As your probably no doubt aware, Indianapolis was home to the WHA Racers playing out of the now demolished Market Square Arena from 74-78. Owned by Nelson Skalbania, they are best remembered for being Gretzky & Messiers' first pro team, signed as 17yr olds, Gretzky on a Personal Services Contract for a reported $1.75M.

From all reports, the fan base in Indianapolis was extremely enthusiastic & pretty wild, packing the building, however, Skalbania, a notorious gentleman of dubious character wasnt able to keep it together & ran into financial difficulties through other activities & had to sell off some assets; namely Gretzky, Messier, Eddie Mio & a couple of others to Pocklington in Edmonton. The Racers shutting down shop a few weeks later.

Previously, their was a CPHL Red Wings farm team that played for 2 seasons in the early 60's in Indianapolis, however there building, the Pepsi Arena, was destroyed when a gas main exploded & they were relo'd out of state. Earlier still, the AHL Indianapolis Capitols played from 39-50'ish, winning a couple of Calder Cups. I cant find anything earlier, but as a mid-west state Im sure hockey of one sort or another goes back a lot farther than 1939.

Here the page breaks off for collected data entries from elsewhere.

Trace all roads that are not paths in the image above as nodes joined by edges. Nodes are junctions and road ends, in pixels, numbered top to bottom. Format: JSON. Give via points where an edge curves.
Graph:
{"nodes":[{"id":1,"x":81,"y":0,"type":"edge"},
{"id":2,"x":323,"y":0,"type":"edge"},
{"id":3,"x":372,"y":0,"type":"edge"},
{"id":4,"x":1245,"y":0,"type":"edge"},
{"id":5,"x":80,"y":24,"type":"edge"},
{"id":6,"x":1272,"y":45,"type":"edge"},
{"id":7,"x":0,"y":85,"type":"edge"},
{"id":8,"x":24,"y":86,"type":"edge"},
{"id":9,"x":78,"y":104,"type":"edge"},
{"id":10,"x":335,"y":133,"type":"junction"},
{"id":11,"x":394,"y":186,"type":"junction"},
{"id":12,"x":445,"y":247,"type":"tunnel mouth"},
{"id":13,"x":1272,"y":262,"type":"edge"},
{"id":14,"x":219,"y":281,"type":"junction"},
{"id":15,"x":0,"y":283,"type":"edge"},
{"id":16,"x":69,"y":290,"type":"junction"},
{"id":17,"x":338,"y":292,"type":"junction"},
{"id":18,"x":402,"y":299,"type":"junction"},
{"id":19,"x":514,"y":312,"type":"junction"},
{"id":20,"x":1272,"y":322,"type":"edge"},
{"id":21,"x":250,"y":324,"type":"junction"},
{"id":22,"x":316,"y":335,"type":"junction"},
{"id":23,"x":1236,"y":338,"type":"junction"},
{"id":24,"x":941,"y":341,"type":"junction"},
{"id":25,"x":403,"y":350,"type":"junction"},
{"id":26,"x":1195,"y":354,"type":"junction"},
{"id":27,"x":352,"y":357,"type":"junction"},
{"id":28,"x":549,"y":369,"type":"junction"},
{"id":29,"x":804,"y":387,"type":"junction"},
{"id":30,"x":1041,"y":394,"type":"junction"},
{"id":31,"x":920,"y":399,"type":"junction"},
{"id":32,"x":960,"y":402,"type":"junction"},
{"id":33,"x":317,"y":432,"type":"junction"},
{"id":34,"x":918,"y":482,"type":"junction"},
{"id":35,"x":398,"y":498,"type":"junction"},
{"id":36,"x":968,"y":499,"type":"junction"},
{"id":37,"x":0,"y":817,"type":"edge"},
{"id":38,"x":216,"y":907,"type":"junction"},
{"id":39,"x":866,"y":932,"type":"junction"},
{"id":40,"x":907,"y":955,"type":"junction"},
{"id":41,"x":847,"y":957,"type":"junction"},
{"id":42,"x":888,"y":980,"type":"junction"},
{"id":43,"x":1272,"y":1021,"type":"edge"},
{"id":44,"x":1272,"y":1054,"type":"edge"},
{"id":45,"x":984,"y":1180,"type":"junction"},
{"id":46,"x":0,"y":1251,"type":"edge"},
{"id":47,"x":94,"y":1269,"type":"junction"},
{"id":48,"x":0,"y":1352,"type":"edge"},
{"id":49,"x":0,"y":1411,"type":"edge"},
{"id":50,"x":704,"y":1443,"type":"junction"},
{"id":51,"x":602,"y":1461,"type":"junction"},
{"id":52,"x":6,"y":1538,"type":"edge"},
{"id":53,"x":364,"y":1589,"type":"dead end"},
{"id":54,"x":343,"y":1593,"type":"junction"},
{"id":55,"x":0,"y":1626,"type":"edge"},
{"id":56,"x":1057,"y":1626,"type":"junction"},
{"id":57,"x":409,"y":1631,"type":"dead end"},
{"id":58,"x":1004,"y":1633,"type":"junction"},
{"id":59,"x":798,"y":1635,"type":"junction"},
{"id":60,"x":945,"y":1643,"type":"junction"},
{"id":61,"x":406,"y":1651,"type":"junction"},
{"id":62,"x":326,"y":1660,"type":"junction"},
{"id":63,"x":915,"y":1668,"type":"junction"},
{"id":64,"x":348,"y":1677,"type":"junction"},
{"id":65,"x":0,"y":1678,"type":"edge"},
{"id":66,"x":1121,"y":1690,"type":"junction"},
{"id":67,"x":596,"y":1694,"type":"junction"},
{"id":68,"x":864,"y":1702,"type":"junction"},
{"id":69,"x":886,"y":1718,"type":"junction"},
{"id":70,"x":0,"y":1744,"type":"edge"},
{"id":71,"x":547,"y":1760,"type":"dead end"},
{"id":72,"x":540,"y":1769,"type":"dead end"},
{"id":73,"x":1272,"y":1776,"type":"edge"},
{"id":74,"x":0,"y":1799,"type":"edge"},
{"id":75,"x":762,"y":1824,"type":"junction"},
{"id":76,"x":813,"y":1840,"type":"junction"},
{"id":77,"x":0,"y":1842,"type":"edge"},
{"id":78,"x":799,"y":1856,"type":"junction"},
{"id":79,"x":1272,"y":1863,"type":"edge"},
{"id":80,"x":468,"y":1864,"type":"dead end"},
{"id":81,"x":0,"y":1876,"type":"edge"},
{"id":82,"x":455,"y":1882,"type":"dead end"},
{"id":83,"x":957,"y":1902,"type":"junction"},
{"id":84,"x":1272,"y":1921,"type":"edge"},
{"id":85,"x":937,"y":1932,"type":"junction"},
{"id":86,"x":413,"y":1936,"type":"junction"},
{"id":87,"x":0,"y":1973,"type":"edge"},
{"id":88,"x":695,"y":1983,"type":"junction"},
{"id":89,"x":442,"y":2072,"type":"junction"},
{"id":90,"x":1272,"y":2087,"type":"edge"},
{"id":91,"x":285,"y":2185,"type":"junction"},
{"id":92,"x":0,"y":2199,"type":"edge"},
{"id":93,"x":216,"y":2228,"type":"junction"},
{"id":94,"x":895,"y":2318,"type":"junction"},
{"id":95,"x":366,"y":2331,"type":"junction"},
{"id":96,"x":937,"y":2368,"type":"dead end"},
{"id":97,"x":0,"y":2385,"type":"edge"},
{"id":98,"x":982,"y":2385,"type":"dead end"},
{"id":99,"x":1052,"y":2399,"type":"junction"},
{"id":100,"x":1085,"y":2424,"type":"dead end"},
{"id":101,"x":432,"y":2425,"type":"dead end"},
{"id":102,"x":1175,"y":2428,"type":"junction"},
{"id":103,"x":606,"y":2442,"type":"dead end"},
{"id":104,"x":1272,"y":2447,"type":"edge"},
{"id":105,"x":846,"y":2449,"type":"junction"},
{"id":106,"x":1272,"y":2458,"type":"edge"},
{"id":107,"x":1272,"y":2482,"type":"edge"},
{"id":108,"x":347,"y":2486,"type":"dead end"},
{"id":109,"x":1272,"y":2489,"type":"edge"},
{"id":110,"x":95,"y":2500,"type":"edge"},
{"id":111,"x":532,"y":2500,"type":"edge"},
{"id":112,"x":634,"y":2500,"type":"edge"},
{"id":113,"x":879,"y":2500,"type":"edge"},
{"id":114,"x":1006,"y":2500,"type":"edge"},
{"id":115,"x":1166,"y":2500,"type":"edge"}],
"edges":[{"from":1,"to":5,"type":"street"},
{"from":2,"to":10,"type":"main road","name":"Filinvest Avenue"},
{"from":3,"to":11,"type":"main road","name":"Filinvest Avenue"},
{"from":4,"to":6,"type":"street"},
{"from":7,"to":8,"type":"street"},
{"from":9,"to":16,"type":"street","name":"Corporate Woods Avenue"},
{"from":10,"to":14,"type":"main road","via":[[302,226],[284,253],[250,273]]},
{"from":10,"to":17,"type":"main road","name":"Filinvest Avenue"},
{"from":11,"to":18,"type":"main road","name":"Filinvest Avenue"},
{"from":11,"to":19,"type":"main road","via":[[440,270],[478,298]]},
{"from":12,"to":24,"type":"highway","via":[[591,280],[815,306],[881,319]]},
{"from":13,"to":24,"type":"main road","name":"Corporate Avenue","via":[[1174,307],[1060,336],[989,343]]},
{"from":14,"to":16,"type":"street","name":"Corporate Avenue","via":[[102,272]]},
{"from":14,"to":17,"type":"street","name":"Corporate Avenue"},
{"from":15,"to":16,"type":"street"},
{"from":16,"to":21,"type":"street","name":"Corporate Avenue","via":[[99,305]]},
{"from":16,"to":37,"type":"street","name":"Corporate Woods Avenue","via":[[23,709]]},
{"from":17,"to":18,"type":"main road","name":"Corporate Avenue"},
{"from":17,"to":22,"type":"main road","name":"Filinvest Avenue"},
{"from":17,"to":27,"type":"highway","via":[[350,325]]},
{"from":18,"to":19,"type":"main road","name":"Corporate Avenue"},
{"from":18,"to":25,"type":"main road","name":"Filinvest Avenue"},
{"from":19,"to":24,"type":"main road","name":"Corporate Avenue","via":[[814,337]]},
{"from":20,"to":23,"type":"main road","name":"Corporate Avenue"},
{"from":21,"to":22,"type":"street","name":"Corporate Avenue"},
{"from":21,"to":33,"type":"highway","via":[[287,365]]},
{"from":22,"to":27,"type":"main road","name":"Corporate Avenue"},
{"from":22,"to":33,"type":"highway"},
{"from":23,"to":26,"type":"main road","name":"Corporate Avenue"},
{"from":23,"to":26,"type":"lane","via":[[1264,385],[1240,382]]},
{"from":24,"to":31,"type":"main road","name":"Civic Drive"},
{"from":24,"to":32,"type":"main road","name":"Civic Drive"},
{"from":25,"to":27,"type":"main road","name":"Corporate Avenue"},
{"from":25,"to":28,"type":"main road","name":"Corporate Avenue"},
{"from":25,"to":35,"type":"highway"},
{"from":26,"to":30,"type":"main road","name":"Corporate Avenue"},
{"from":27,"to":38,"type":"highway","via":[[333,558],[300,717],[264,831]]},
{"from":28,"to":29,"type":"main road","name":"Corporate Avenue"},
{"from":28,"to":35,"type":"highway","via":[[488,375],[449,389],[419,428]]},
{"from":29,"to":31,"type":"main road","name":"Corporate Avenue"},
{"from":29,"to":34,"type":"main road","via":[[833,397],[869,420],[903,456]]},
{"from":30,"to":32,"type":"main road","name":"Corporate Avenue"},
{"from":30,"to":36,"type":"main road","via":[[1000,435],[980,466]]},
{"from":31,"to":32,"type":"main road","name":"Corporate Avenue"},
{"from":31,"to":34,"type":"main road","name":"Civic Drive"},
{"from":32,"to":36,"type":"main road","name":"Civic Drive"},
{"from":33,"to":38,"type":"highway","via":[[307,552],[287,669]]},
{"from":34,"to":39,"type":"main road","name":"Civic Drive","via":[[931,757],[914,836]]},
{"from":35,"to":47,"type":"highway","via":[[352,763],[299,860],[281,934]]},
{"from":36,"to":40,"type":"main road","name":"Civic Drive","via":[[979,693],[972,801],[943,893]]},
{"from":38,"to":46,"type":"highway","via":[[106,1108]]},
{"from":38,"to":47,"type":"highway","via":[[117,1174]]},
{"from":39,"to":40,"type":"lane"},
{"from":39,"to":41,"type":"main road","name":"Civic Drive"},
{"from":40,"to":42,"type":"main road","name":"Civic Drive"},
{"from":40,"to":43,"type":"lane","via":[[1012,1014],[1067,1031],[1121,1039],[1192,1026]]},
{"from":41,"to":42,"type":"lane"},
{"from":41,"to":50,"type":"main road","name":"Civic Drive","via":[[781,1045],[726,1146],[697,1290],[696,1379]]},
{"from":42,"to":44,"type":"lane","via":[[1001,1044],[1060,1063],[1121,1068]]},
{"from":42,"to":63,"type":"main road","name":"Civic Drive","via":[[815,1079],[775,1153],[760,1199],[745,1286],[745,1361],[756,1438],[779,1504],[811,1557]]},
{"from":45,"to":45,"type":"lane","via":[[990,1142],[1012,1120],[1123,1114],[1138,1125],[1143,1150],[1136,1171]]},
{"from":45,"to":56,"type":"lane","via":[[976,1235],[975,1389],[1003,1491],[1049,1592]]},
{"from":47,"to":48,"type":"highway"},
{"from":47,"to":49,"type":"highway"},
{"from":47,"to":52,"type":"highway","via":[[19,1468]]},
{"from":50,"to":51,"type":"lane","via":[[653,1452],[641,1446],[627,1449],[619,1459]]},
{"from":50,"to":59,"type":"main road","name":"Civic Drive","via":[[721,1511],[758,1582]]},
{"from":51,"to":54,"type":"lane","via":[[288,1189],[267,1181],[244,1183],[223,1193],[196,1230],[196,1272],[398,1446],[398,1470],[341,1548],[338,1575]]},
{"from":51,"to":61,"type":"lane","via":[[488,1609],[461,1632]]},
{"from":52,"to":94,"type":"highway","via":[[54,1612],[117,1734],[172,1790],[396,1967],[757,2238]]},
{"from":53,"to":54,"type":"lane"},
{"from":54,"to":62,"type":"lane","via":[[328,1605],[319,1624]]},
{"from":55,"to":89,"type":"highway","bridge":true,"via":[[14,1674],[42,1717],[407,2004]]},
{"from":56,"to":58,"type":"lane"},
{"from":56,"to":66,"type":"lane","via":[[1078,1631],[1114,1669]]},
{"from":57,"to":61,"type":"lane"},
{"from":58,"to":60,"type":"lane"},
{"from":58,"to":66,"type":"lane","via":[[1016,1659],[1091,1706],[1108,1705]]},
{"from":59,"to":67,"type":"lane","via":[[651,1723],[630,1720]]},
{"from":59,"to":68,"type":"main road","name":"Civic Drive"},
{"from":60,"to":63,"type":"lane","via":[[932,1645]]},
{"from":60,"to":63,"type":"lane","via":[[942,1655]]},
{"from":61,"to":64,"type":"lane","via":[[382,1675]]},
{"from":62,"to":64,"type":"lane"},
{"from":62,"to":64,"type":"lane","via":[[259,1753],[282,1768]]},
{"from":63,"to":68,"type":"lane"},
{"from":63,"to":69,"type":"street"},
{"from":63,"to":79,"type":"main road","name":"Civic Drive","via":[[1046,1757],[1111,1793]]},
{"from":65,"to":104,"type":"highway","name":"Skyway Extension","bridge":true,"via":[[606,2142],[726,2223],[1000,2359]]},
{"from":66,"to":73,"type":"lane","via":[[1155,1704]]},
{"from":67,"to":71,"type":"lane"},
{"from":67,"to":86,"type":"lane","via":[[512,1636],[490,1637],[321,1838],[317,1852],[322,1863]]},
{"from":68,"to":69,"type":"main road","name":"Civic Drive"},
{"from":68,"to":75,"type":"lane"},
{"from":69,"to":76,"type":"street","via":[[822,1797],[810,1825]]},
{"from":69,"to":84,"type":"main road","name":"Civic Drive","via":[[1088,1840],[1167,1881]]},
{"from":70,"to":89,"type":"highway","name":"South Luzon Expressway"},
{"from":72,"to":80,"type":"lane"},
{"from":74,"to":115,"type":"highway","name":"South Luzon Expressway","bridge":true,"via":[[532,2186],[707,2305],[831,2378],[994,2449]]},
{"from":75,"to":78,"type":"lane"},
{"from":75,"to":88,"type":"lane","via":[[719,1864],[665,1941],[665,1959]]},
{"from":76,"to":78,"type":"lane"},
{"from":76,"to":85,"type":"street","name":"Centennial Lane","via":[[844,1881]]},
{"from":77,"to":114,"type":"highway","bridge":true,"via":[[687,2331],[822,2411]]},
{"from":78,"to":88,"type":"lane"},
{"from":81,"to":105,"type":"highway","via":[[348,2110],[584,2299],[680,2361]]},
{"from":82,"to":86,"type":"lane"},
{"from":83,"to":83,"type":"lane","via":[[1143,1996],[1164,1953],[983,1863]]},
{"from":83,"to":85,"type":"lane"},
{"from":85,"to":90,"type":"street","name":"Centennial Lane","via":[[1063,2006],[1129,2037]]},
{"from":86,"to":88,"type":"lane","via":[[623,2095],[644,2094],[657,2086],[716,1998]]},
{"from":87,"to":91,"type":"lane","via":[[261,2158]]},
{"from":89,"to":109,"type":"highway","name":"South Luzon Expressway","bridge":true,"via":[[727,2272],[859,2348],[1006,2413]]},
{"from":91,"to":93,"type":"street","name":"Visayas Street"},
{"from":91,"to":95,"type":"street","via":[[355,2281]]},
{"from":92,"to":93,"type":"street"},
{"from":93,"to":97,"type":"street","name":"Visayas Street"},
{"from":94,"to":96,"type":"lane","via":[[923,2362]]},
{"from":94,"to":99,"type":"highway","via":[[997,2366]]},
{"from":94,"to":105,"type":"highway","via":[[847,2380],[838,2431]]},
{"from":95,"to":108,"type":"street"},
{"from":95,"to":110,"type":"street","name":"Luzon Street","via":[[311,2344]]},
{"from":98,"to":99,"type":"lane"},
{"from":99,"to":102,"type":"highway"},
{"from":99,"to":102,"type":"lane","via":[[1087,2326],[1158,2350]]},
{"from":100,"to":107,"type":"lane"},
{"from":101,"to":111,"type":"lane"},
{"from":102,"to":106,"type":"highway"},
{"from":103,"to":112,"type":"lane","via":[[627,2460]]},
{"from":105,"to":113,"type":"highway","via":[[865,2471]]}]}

I'll let someone else comment on population, demographics, corporate & media presence, employment stats, median household incomes, proximity to other NHL cities etc etc etc if they so wish, however instinctively, I dont think its terribly attractive nor really very viable. Almost comical though; the arena blowing up in 63 then being saddled with Nelson Skalbania, of all the Grifters to wind up with, owning your franchise. If it wasnt for bad luck they wouldnt have any luck at all. Nelson was the guy who facilitated & expedited the Atlanta Flames sale to Calgary, doubling up on local offers & thus insuring the first loss of the NHL in Georgia. Real swell guy.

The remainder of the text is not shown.